Then INP started to frequent a little place called Dave's ESL Cafe [a website]. As most people end up doing at one point or another in their time preparing to come to Korea to teach English. Suddenly, INP was bombarded with one overarching message. The message was this: Western women do not find Korean men attractive. Korean men do not find Western women attractive. As Western men in Korea are all completely consumed with Korean women (given how unattractive Western women are in comparison), and all that leaves Western women with are girly pansy-assed Korean men (who none of them find attractive, and who, mutually, don't find Western women attractive), then Western women in Korea can expect to spend their year with their sexual congress 'out of session'.
But it gets much better........
INP may have been a lot of things, but stupid definitely wasn't one. It didn't take her long to realize that, oddly enough, all of these posts were coming from Western men. INP tried to find some input from Western women, but there was none to be found. Anytime a Western woman tried to say anything at all on this site, in fact, it seemed she was immediately shouted down for being, oddly enough, 'fat'. Which seemed to be an applicable comment no matter what information the woman had or hadn't provided about herself, and in nearly every situation, no matter what was being discussed.......INP started to feel very worried about her impending time in the ROK. She had read dozens of warnings (from Western men) about how horribly sexist Korean men were. And yet, INP was getting the sinking feeling that the Western men in Korea may not be much better.
On to part two. Writing about her initial contact with western female ex-pats in Korea INP she laments their reinforcement of the negative attitudes towards Korean men......
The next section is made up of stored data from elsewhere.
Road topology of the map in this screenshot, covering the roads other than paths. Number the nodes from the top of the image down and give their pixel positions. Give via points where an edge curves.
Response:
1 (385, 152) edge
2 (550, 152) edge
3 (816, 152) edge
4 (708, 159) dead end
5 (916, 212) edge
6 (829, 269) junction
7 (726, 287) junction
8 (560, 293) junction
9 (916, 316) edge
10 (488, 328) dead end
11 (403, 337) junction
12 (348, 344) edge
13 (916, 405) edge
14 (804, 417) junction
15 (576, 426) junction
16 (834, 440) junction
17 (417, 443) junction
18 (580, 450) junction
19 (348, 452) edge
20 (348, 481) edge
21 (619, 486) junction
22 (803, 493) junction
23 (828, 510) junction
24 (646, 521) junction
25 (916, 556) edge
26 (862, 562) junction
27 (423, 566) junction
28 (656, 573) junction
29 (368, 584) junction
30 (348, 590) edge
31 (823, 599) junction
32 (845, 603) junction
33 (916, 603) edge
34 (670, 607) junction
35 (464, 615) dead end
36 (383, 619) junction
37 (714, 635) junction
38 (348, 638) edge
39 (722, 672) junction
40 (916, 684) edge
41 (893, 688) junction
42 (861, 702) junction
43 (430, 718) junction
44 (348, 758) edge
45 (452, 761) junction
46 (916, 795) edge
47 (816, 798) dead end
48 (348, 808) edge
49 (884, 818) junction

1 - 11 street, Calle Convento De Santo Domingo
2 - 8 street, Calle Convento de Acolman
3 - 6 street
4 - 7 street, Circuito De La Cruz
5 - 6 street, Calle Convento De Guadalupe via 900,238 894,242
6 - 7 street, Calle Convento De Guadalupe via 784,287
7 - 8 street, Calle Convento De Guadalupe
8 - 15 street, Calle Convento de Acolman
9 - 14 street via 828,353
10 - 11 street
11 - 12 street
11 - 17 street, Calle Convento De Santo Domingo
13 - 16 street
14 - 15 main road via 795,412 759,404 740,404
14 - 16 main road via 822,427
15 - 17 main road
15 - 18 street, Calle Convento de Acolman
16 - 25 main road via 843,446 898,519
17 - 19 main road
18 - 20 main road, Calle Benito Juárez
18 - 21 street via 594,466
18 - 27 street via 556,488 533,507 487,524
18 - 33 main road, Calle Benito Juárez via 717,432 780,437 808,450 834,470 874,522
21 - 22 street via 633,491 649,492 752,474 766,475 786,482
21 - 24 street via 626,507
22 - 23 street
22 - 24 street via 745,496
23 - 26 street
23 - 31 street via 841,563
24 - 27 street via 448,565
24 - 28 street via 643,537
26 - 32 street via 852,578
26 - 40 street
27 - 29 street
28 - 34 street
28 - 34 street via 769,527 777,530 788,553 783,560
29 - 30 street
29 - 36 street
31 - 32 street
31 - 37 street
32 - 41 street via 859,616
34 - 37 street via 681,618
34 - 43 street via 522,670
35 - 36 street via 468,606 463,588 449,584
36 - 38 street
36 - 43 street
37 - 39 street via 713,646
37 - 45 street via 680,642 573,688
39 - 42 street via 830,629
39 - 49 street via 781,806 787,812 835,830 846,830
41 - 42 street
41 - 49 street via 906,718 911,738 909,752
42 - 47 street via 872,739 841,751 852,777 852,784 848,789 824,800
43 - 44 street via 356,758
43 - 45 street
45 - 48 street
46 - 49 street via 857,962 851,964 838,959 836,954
I was often forced to sit and listen to a monologue-cum-tirade about how sexist Korean men were, how impossible the cultural differences were, how feminine and unattractive and gay Korean men were. I had only been in Korea for a very short time, and I thought it was possible these women had experienced something that I hadn't yet, but I had suspicions that there was something else at play.......As I looked around me, I found it hard to see what the other foreign women saw, on the surface level. Sure, I'd noticed the flower boys. But I had also noticed the other men. I was in Incheon, after all -- an area renowned the country over for its rough-and-tumble locals. As far as I could tell, Incheon seemed to be the source from which the entire Korean mafia issued forth. And that suited me just fine. I wasn't having any trouble at all spotting Korean men who weren't feminine, unattractive or gay.
This is very interesting because negative perceptions of Asian men's attractiveness were maintained even when blatant evidence to the contrary existed. But then INP starts to see the light. Noting that many of these western women were frustrated by the fact that the western men in Korea were only interested in Korean women....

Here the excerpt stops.